• Problem
Only lines containing the string "طريق" belong in the answer; copy all of them from the entries.

• Dataset content
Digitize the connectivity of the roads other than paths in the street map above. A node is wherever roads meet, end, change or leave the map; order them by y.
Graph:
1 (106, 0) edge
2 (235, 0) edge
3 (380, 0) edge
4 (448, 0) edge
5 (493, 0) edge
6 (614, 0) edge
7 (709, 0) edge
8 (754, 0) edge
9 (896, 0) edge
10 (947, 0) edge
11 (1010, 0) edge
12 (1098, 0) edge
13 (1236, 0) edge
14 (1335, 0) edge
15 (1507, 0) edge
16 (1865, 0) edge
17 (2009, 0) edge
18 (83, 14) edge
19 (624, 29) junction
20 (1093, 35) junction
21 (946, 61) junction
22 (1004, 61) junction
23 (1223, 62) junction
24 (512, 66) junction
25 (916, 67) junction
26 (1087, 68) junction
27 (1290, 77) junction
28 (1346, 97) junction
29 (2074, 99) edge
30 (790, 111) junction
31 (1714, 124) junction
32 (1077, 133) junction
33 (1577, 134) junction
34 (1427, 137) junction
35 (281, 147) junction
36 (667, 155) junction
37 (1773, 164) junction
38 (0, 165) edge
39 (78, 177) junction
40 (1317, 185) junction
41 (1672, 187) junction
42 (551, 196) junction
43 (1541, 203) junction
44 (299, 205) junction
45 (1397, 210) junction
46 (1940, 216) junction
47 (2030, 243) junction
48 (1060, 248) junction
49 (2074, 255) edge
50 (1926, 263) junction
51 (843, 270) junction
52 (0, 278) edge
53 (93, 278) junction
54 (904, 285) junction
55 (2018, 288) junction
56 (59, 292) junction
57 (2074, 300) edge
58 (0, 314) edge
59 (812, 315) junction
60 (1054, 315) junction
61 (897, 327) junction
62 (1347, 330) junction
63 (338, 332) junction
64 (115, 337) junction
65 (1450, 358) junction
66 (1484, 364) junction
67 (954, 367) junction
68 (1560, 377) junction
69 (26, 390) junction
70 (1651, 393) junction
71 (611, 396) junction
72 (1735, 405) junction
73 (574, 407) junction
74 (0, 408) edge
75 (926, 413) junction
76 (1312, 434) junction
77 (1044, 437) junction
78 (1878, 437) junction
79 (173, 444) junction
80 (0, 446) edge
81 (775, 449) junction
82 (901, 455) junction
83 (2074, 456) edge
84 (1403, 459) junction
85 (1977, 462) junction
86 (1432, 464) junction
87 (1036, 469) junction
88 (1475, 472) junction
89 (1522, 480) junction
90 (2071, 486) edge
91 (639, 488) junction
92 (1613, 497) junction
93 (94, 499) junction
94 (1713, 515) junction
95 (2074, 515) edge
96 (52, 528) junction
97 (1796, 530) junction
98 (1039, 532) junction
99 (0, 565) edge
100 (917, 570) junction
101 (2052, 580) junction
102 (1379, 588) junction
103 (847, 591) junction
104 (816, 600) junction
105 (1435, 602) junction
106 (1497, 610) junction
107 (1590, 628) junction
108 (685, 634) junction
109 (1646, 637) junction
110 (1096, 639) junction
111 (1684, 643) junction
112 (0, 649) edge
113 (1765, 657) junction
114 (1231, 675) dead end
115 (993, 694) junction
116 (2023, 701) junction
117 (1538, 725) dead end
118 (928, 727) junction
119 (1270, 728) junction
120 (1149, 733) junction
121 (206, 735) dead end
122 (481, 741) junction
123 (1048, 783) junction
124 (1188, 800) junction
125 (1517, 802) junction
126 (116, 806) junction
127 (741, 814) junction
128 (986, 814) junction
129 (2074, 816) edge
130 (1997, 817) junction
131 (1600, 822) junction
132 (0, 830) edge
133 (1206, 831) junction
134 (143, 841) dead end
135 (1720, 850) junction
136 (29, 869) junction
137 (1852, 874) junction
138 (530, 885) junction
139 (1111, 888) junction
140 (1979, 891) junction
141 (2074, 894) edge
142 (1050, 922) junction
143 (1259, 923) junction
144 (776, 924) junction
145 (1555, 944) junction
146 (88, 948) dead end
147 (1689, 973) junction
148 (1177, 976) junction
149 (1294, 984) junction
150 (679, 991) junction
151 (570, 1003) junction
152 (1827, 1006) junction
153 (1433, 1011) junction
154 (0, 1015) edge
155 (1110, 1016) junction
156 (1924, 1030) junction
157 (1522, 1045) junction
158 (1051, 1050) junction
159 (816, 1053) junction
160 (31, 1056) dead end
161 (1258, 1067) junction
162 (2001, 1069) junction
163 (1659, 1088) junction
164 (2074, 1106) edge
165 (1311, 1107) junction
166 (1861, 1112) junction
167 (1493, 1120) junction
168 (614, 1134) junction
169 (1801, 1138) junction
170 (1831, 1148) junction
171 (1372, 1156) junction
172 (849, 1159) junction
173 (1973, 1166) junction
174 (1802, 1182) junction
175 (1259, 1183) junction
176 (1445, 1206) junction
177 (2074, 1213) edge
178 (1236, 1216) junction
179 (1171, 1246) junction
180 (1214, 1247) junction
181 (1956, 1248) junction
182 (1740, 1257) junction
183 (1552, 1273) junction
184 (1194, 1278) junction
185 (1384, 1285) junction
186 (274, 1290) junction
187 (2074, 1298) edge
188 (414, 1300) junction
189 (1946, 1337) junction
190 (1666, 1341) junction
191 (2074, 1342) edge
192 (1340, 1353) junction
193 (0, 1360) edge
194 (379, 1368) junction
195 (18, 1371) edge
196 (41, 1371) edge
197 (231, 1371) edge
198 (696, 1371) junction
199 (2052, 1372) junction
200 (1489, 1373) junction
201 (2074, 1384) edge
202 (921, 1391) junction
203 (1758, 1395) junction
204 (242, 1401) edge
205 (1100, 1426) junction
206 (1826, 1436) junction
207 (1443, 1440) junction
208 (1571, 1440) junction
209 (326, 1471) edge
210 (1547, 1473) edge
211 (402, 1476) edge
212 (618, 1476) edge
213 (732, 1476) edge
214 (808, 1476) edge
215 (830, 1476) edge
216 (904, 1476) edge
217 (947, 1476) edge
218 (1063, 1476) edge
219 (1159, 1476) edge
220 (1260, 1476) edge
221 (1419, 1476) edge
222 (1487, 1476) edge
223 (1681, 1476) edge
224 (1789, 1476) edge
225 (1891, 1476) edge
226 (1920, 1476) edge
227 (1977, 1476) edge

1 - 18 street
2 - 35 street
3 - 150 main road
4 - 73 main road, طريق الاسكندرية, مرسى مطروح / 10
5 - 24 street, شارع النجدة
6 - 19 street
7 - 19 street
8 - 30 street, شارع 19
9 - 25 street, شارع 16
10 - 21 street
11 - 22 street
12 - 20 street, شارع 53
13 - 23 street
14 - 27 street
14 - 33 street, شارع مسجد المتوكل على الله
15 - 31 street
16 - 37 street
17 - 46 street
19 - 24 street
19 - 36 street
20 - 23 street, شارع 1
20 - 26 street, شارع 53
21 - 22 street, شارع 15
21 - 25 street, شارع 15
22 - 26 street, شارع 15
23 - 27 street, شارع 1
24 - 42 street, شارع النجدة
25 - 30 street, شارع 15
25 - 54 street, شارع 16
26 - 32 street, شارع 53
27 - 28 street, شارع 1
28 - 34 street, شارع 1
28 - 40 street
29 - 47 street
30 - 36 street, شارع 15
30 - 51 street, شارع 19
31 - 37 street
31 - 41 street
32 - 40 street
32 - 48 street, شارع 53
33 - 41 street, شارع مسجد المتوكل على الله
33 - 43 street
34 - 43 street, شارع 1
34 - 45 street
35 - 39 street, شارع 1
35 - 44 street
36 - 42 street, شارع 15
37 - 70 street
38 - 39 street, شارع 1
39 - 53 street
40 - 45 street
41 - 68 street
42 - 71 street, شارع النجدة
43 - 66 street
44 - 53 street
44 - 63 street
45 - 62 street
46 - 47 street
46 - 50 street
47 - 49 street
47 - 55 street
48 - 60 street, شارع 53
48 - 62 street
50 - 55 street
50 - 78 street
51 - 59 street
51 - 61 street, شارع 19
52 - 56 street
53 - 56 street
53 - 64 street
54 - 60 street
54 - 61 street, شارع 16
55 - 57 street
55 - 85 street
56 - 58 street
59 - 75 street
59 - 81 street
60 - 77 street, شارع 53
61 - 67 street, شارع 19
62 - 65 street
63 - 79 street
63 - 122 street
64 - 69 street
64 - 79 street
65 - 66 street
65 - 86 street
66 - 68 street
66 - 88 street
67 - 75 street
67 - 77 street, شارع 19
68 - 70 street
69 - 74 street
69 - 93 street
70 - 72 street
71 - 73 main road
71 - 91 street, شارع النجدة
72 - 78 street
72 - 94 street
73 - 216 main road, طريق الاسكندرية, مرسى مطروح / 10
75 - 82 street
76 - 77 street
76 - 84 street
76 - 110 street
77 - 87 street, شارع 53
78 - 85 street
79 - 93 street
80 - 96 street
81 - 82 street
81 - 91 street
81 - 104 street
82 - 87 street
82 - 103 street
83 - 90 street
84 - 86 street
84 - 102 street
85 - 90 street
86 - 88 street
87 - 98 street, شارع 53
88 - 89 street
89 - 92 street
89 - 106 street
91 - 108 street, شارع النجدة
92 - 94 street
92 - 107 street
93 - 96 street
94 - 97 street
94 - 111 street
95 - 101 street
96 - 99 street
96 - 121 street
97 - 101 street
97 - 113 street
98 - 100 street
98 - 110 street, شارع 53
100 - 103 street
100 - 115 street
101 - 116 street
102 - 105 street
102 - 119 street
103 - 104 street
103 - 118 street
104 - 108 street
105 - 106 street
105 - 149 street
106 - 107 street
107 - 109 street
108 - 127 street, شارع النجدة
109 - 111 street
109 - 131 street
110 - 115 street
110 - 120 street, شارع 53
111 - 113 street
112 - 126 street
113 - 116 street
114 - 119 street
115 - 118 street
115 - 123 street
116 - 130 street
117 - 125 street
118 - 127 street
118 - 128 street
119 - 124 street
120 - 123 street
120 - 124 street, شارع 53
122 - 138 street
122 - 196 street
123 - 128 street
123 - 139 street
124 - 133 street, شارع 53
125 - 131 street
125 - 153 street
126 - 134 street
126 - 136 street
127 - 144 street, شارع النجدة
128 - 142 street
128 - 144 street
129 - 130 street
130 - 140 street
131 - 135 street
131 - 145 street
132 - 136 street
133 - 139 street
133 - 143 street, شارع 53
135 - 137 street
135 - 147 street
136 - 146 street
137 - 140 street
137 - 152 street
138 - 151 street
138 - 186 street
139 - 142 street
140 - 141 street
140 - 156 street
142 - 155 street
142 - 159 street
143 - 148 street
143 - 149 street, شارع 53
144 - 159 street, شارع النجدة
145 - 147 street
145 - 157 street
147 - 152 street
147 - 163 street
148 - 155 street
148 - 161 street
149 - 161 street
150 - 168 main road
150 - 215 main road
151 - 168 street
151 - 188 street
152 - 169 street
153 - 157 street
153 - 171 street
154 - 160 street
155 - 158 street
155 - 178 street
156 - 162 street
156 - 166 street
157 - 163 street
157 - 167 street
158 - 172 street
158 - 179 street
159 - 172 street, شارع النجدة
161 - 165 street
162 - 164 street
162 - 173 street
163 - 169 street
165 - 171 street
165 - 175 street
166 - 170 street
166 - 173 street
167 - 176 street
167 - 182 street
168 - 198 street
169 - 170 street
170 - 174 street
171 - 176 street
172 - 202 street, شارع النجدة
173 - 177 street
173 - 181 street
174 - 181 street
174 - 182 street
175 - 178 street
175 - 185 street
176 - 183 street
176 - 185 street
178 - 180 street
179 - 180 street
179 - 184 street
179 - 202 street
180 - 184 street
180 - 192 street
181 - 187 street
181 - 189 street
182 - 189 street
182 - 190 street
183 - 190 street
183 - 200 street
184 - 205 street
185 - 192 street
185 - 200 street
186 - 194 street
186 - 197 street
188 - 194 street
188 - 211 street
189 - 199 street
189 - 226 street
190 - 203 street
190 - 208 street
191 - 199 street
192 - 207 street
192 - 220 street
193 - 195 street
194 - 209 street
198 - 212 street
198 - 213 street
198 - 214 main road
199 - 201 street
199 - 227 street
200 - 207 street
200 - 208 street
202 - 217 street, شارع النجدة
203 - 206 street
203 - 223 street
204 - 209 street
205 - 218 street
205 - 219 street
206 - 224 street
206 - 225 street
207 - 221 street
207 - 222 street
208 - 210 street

• Response
4 - 73 main road, طريق الاسكندرية, مرسى مطروح / 10
73 - 216 main road, طريق الاسكندرية, مرسى مطروح / 10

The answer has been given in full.